[What the task asks]:
Scan the entries for the word "岐阜羽島線". Every line that has it should be copied.

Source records
'''
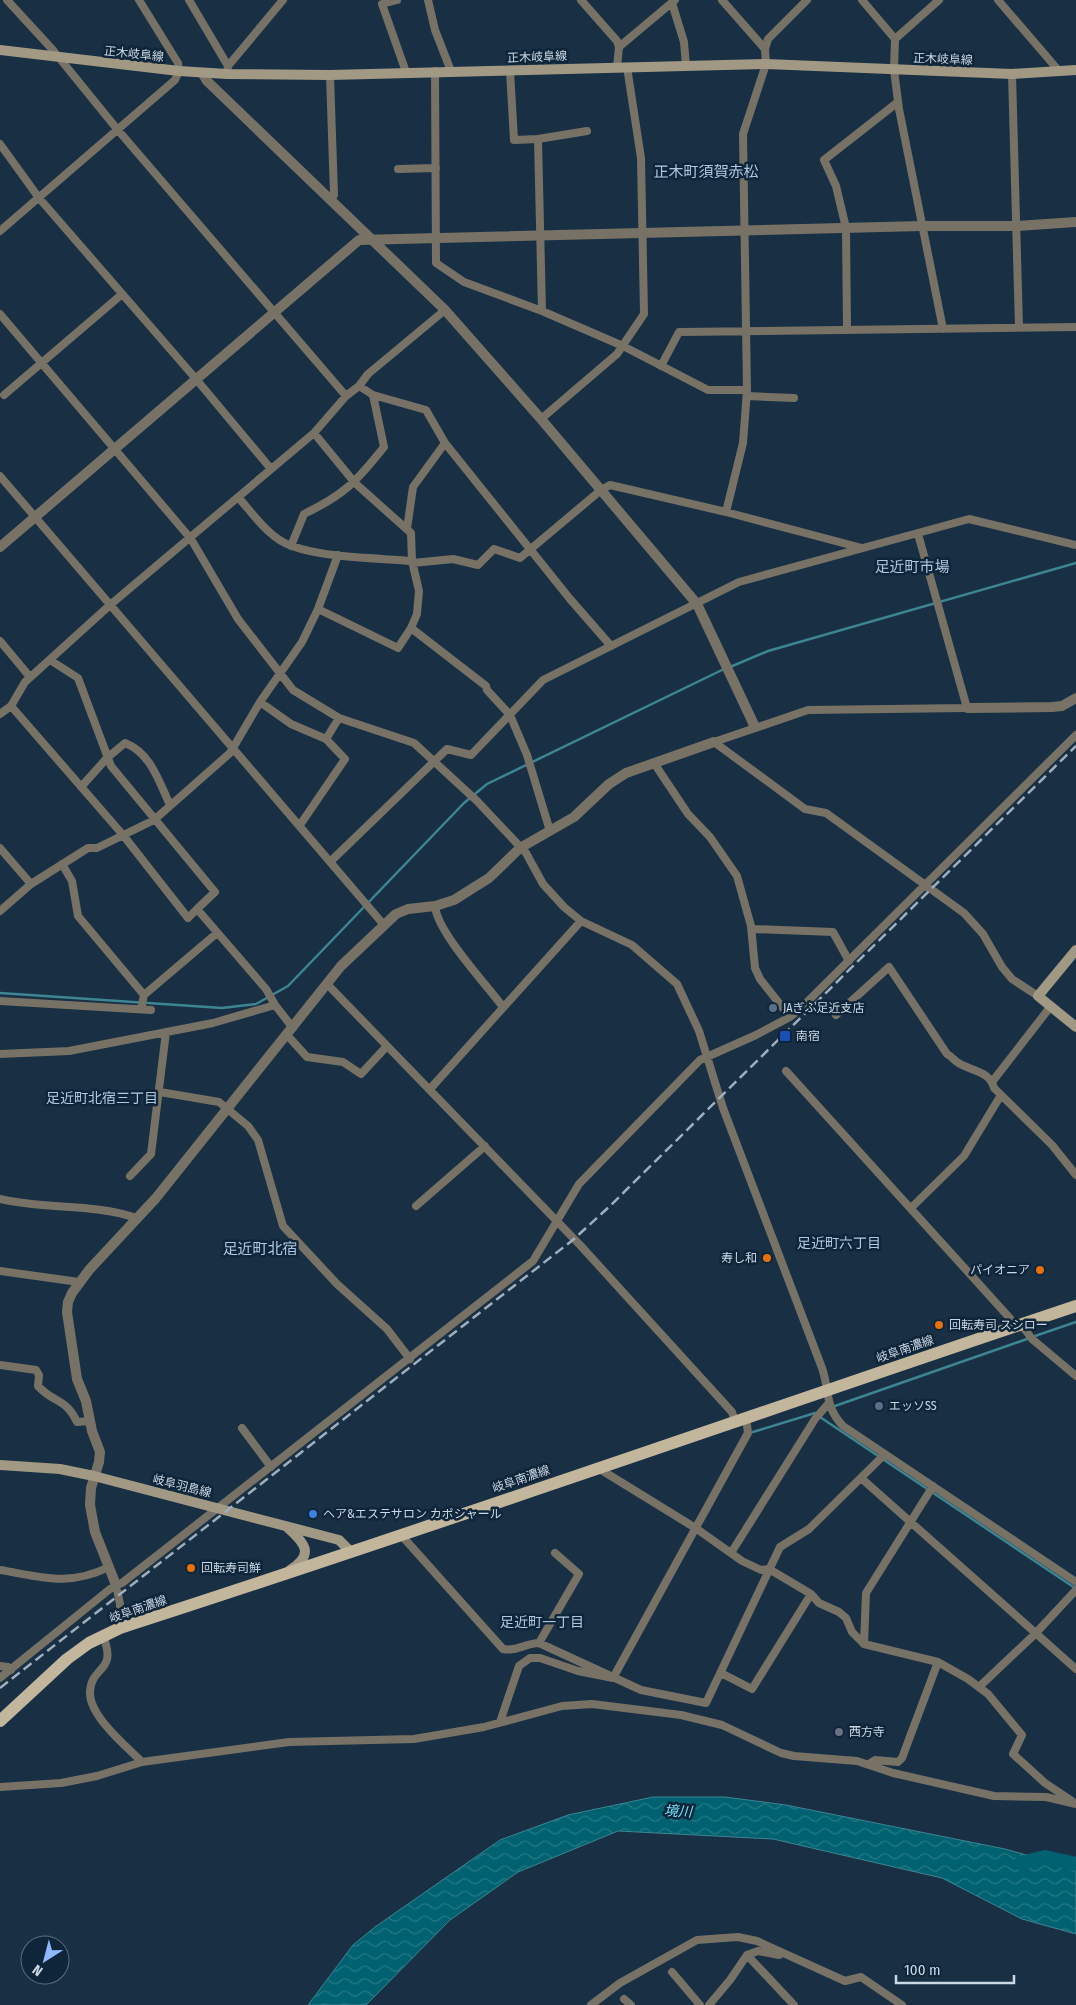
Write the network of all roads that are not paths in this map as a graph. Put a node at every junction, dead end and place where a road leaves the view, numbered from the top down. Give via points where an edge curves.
1 (7, 0) edge
2 (138, 0) edge
3 (189, 0) edge
4 (283, 0) edge
5 (397, 0) edge
6 (428, 0) edge
7 (580, 0) edge
8 (722, 0) edge
9 (807, 0) edge
10 (862, 0) edge
11 (939, 0) edge
12 (998, 0) edge
13 (673, 1) edge
14 (895, 39) junction
15 (619, 47) junction
16 (765, 49) junction
17 (0, 50) edge
18 (58, 58) junction
19 (766, 64) junction
20 (686, 66) junction
21 (622, 67) junction
22 (227, 70) junction
23 (894, 70) junction
24 (1076, 70) edge
25 (179, 71) junction
26 (435, 71) junction
27 (452, 71) junction
28 (510, 71) junction
29 (1059, 71) junction
30 (406, 72) junction
31 (203, 74) junction
32 (1012, 74) junction
33 (330, 75) junction
34 (898, 102) junction
35 (117, 128) junction
36 (587, 132) dead end
37 (538, 139) junction
38 (0, 144) edge
39 (436, 168) junction
40 (398, 169) dead end
41 (39, 198) junction
42 (331, 199) junction
43 (1076, 222) edge
44 (922, 226) junction
45 (1017, 226) junction
46 (846, 228) junction
47 (0, 231) edge
48 (744, 231) junction
49 (642, 232) junction
50 (540, 236) junction
51 (370, 238) junction
52 (437, 239) junction
53 (121, 295) junction
54 (445, 310) junction
55 (542, 311) junction
56 (274, 313) junction
57 (0, 314) edge
58 (1076, 327) edge
59 (1019, 328) junction
60 (942, 329) junction
61 (847, 330) junction
62 (748, 332) junction
63 (622, 346) junction
64 (41, 362) junction
65 (661, 366) junction
66 (196, 379) junction
67 (359, 386) junction
68 (747, 393) junction
69 (4, 395) dead end
70 (373, 395) junction
71 (346, 396) junction
72 (794, 398) dead end
73 (541, 419) junction
74 (314, 433) junction
75 (445, 443) junction
76 (115, 449) junction
77 (271, 469) junction
78 (0, 476) edge
79 (356, 483) junction
80 (600, 490) junction
81 (238, 497) junction
82 (726, 512) junction
83 (36, 517) junction
84 (407, 529) junction
85 (918, 534) junction
86 (191, 540) junction
87 (1076, 545) edge
88 (291, 546) junction
89 (0, 547) edge
90 (864, 548) junction
91 (530, 550) junction
92 (338, 555) junction
93 (412, 562) junction
94 (697, 604) junction
95 (110, 606) junction
96 (318, 609) junction
97 (411, 628) junction
98 (0, 641) edge
99 (611, 646) junction
100 (50, 660) junction
101 (280, 672) junction
102 (30, 678) junction
103 (1076, 698) edge
104 (260, 702) junction
105 (11, 706) junction
106 (967, 708) junction
107 (0, 714) edge
108 (510, 715) junction
109 (339, 718) junction
110 (755, 726) junction
111 (1076, 734) edge
112 (326, 739) junction
113 (714, 742) junction
114 (233, 747) junction
115 (107, 758) junction
116 (434, 761) junction
117 (654, 763) junction
118 (81, 787) junction
119 (170, 806) junction
120 (154, 820) junction
121 (300, 825) junction
122 (550, 831) junction
123 (123, 835) junction
124 (0, 848) edge
125 (520, 848) junction
126 (331, 861) junction
127 (62, 864) junction
128 (31, 884) junction
129 (925, 885) junction
130 (435, 906) junction
131 (197, 909) junction
132 (0, 911) edge
133 (581, 921) junction
134 (384, 925) junction
135 (752, 928) junction
136 (217, 933) junction
137 (1076, 950) edge
138 (849, 961) junction
139 (327, 984) junction
140 (144, 995) junction
141 (1038, 996) junction
142 (0, 1001) edge
143 (274, 1005) junction
144 (1051, 1006) junction
145 (503, 1007) junction
146 (141, 1010) junction
147 (151, 1010) dead end
148 (836, 1015) dead end
149 (790, 1017) junction
150 (1076, 1027) edge
151 (166, 1032) junction
152 (290, 1032) junction
153 (387, 1046) junction
154 (0, 1054) edge
155 (708, 1056) junction
156 (786, 1071) dead end
157 (992, 1082) junction
158 (430, 1089) junction
159 (160, 1092) junction
160 (1001, 1095) junction
161 (228, 1108) junction
162 (485, 1146) junction
163 (1076, 1175) edge
164 (130, 1176) dead end
165 (0, 1199) edge
166 (416, 1206) dead end
167 (911, 1208) junction
168 (136, 1218) junction
169 (558, 1221) junction
170 (0, 1272) edge
171 (79, 1282) junction
172 (1076, 1306) edge
173 (1019, 1325) junction
174 (410, 1359) junction
175 (0, 1365) edge
176 (1076, 1376) edge
177 (826, 1390) junction
178 (828, 1404) junction
179 (741, 1419) junction
180 (90, 1421) junction
181 (242, 1428) dead end
182 (886, 1454) junction
183 (0, 1465) edge
184 (271, 1467) junction
185 (598, 1468) junction
186 (94, 1476) junction
187 (861, 1478) junction
188 (933, 1486) junction
189 (218, 1508) junction
190 (910, 1520) junction
191 (286, 1526) junction
192 (697, 1529) junction
193 (402, 1536) junction
194 (351, 1552) junction
195 (555, 1554) dead end
196 (731, 1554) junction
197 (109, 1568) junction
198 (769, 1569) junction
199 (0, 1570) edge
200 (278, 1577) junction
201 (1076, 1582) edge
202 (116, 1585) junction
203 (1076, 1590) edge
204 (811, 1594) junction
205 (120, 1628) junction
206 (1035, 1634) junction
207 (103, 1636) junction
208 (539, 1643) junction
209 (864, 1644) junction
210 (938, 1662) junction
211 (0, 1666) edge
212 (1076, 1669) edge
213 (11, 1670) junction
214 (721, 1673) junction
215 (0, 1677) edge
216 (613, 1678) junction
217 (979, 1687) junction
218 (0, 1721) edge
219 (500, 1722) junction
220 (142, 1762) junction
221 (869, 1764) junction
222 (0, 1787) edge
223 (1076, 1803) edge
224 (746, 1955) junction
225 (788, 1957) junction
226 (672, 1972) dead end
227 (624, 1999) dead end
228 (592, 2005) edge
229 (631, 2005) edge
230 (700, 2005) edge
231 (709, 2005) edge
232 (794, 2005) edge
233 (902, 2005) edge

1 - 18 street
2 - 25 street via 178,63
3 - 22 street
4 - 22 street
5 - 30 street via 382,4
6 - 27 street via 434,30
7 - 15 street
8 - 16 street
9 - 16 street via 775,29
10 - 14 street
11 - 14 street
12 - 29 street
13 - 15 street
13 - 20 street via 684,42
14 - 23 street
15 - 21 street
16 - 19 street
17 - 18 main road, 正木岐阜線
18 - 25 main road, 正木岐阜線
18 - 35 street
19 - 20 main road, 正木岐阜線
19 - 23 main road, 正木岐阜線
19 - 48 street via 743,134
20 - 21 main road, 正木岐阜線
21 - 28 main road, 正木岐阜線
21 - 49 street via 641,158
22 - 31 main road, 正木岐阜線
22 - 33 main road, 正木岐阜線
23 - 32 main road, 正木岐阜線
23 - 34 street
24 - 29 main road, 正木岐阜線
25 - 31 main road, 正木岐阜線
25 - 35 street via 175,80
26 - 27 main road, 正木岐阜線
26 - 30 main road, 正木岐阜線
26 - 39 street
27 - 28 main road, 正木岐阜線
28 - 37 street via 514,140
29 - 32 main road, 正木岐阜線
30 - 33 main road, 正木岐阜線
31 - 42 street
32 - 45 street
33 - 42 street via 334,195
34 - 44 street
34 - 46 street via 824,160 836,186
35 - 41 street
35 - 56 street
36 - 37 street
37 - 50 street
38 - 41 street
39 - 40 street
39 - 52 street
41 - 47 street
41 - 53 street
42 - 51 street
43 - 45 street
44 - 45 street
44 - 46 street
44 - 60 street
45 - 59 street
46 - 48 street
46 - 61 street
48 - 49 street
48 - 62 street
49 - 50 street
49 - 63 street via 644,314
50 - 52 street
50 - 55 street
51 - 52 street
51 - 54 street
51 - 56 street via 359,240
52 - 55 street via 436,263 464,282
53 - 64 street
53 - 66 street
54 - 67 street via 368,374
54 - 73 street
55 - 63 street
56 - 66 street
56 - 71 street
57 - 64 street
58 - 59 street
59 - 60 street
60 - 61 street
61 - 62 street
62 - 65 street via 679,332
62 - 68 street
63 - 65 street
63 - 73 street via 617,354
64 - 69 street
64 - 76 street
65 - 68 street via 708,390
66 - 76 street
66 - 77 street
67 - 70 street
67 - 71 street
68 - 72 street
68 - 82 street via 742,443
70 - 75 street via 426,410
70 - 79 street via 384,447
71 - 74 street
73 - 80 street
74 - 77 street
74 - 79 street
75 - 84 street via 413,488
75 - 91 street
76 - 83 street
76 - 86 street
77 - 81 street
78 - 83 street
79 - 84 street
79 - 88 street via 328,503 304,514
80 - 82 street via 610,485
80 - 91 street
80 - 94 street
81 - 86 street
81 - 88 street via 264,527
82 - 90 street
83 - 89 street
83 - 95 street
84 - 93 street via 411,533
85 - 87 street via 969,519
85 - 90 street
85 - 106 street
86 - 95 street
86 - 101 street via 238,619
88 - 92 street
90 - 94 street via 739,582
91 - 93 street via 520,558 494,549 478,565 453,559
91 - 99 street
92 - 93 street
92 - 96 street
93 - 97 street via 419,591 417,614
94 - 99 street
94 - 110 street
95 - 100 street
95 - 114 street
96 - 97 street via 398,648
96 - 101 street via 302,642
97 - 108 street via 486,686
98 - 102 street
99 - 108 street via 543,680
100 - 102 street
100 - 115 street via 78,678
101 - 104 street
101 - 109 street via 293,690
102 - 105 street
103 - 106 street via 1062,706 1052,707
104 - 112 street via 291,724
104 - 114 street
105 - 107 street
105 - 118 street
106 - 110 street via 808,710
108 - 116 street via 471,755 447,749
108 - 122 street via 527,755
109 - 112 street
109 - 116 street via 414,743
110 - 113 street
111 - 129 street
112 - 121 street via 345,759
113 - 117 street
113 - 129 street via 805,809 826,812
114 - 119 street
114 - 121 street
115 - 118 street
115 - 119 street via 125,743 134,746 150,761
115 - 120 street
116 - 125 street
116 - 126 street
117 - 122 street via 626,773 609,784 589,806
117 - 135 street via 688,814 710,837 737,876
118 - 123 street
119 - 120 street
120 - 123 street
120 - 131 street via 215,892
121 - 126 street
122 - 125 street
123 - 127 street via 97,848 88,848
123 - 131 street via 188,918
124 - 128 street
125 - 130 street via 473,889
125 - 133 street via 543,884
126 - 134 street
127 - 128 street
127 - 140 street via 72,881 78,916
128 - 132 street
129 - 138 street
129 - 141 street via 972,920 1012,979
130 - 134 street via 408,909
130 - 145 street via 435,913 450,941
131 - 136 street
133 - 145 street
133 - 155 street via 632,946 676,984
134 - 139 street
135 - 138 street via 833,932
135 - 149 street via 755,968
136 - 140 street
136 - 143 street via 266,989
137 - 141 main road
138 - 149 street
139 - 152 street
139 - 153 street
140 - 146 street
141 - 144 main road
142 - 146 street
143 - 151 street
143 - 152 street
144 - 150 main road
144 - 157 street
145 - 158 street
146 - 147 street
148 - 157 street via 888,967 948,1054 958,1064 980,1072
149 - 155 street
151 - 154 street via 69,1051
151 - 159 street
152 - 153 street via 307,1056 343,1062 361,1074
152 - 161 street
153 - 158 street
155 - 169 street via 700,1060 579,1184
155 - 177 street via 723,1108 822,1368
156 - 167 street
157 - 160 street
158 - 162 street
159 - 161 street via 219,1102
159 - 164 street via 151,1154
160 - 163 street
160 - 167 street via 960,1162
161 - 168 street via 156,1198
161 - 174 street via 258,1140 283,1226 336,1284 387,1329
162 - 166 street
162 - 169 street
165 - 168 street via 38,1206 114,1210
167 - 173 street
168 - 171 street
169 - 174 street via 533,1261
169 - 179 street
170 - 171 street
171 - 180 street via 68,1302 68,1312 77,1379
172 - 173 main road, 岐阜南濃線
173 - 176 street
173 - 177 main road, 岐阜南濃線
174 - 184 street
175 - 180 street via 36,1370 42,1391 66,1405 77,1422
177 - 178 street
177 - 179 main road, 岐阜南濃線
178 - 182 street via 842,1426
178 - 196 street via 817,1416
179 - 185 main road, 岐阜南濃線
179 - 192 street via 748,1433
180 - 186 street via 100,1452
181 - 184 street
182 - 187 street
182 - 188 street
183 - 186 main road, 岐阜羽島線 via 60,1469
184 - 189 street
185 - 192 street
185 - 193 main road, 岐阜南濃線
186 - 189 main road, 岐阜羽島線
186 - 197 street via 90,1505 95,1532
187 - 190 street
187 - 198 street via 810,1529 780,1547
188 - 190 street
188 - 201 street
189 - 191 main road, 岐阜羽島線
189 - 202 street
190 - 206 street
190 - 209 street via 866,1593
191 - 194 main road, 岐阜羽島線 via 339,1540
191 - 200 main road via 301,1539 306,1549 298,1565
192 - 196 street
192 - 216 street
193 - 194 main road, 岐阜南濃線
193 - 208 street via 503,1649 513,1651 527,1644
194 - 200 main road, 岐阜南濃線
195 - 208 street via 579,1574
196 - 198 street via 761,1570
197 - 199 street via 66,1580
197 - 202 street
198 - 204 street
198 - 214 street
200 - 205 main road, 岐阜南濃線
202 - 205 street
202 - 213 street
203 - 206 street
204 - 209 street via 819,1603 846,1618 852,1632
204 - 214 street via 752,1689
205 - 207 main road, 岐阜南濃線
206 - 212 street
206 - 217 street
207 - 218 main road, 岐阜南濃線 via 67,1659
207 - 220 street via 109,1651 108,1660 93,1681 91,1701 105,1724
208 - 216 street
209 - 210 street
210 - 217 street
210 - 221 street via 902,1758 898,1762 875,1760
211 - 213 street
213 - 215 street
214 - 216 street via 706,1703 641,1690
216 - 219 street via 530,1658 519,1666
217 - 223 street via 1022,1735 1013,1754 1045,1783
219 - 220 street via 484,1728 414,1739 289,1742
219 - 221 street via 562,1706 592,1704 638,1709 722,1725 781,1753
220 - 222 street via 88,1778
221 - 223 street via 994,1796 1046,1797
224 - 225 street via 758,1952
224 - 231 street
224 - 232 street
225 - 228 street via 757,1941 738,1937 697,1940 620,1983
225 - 233 street via 845,1981 861,1977
226 - 230 street
227 - 229 street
'''
[Reply]:
183 - 186 main road, 岐阜羽島線 via 60,1469
186 - 189 main road, 岐阜羽島線
189 - 191 main road, 岐阜羽島線
191 - 194 main road, 岐阜羽島線 via 339,1540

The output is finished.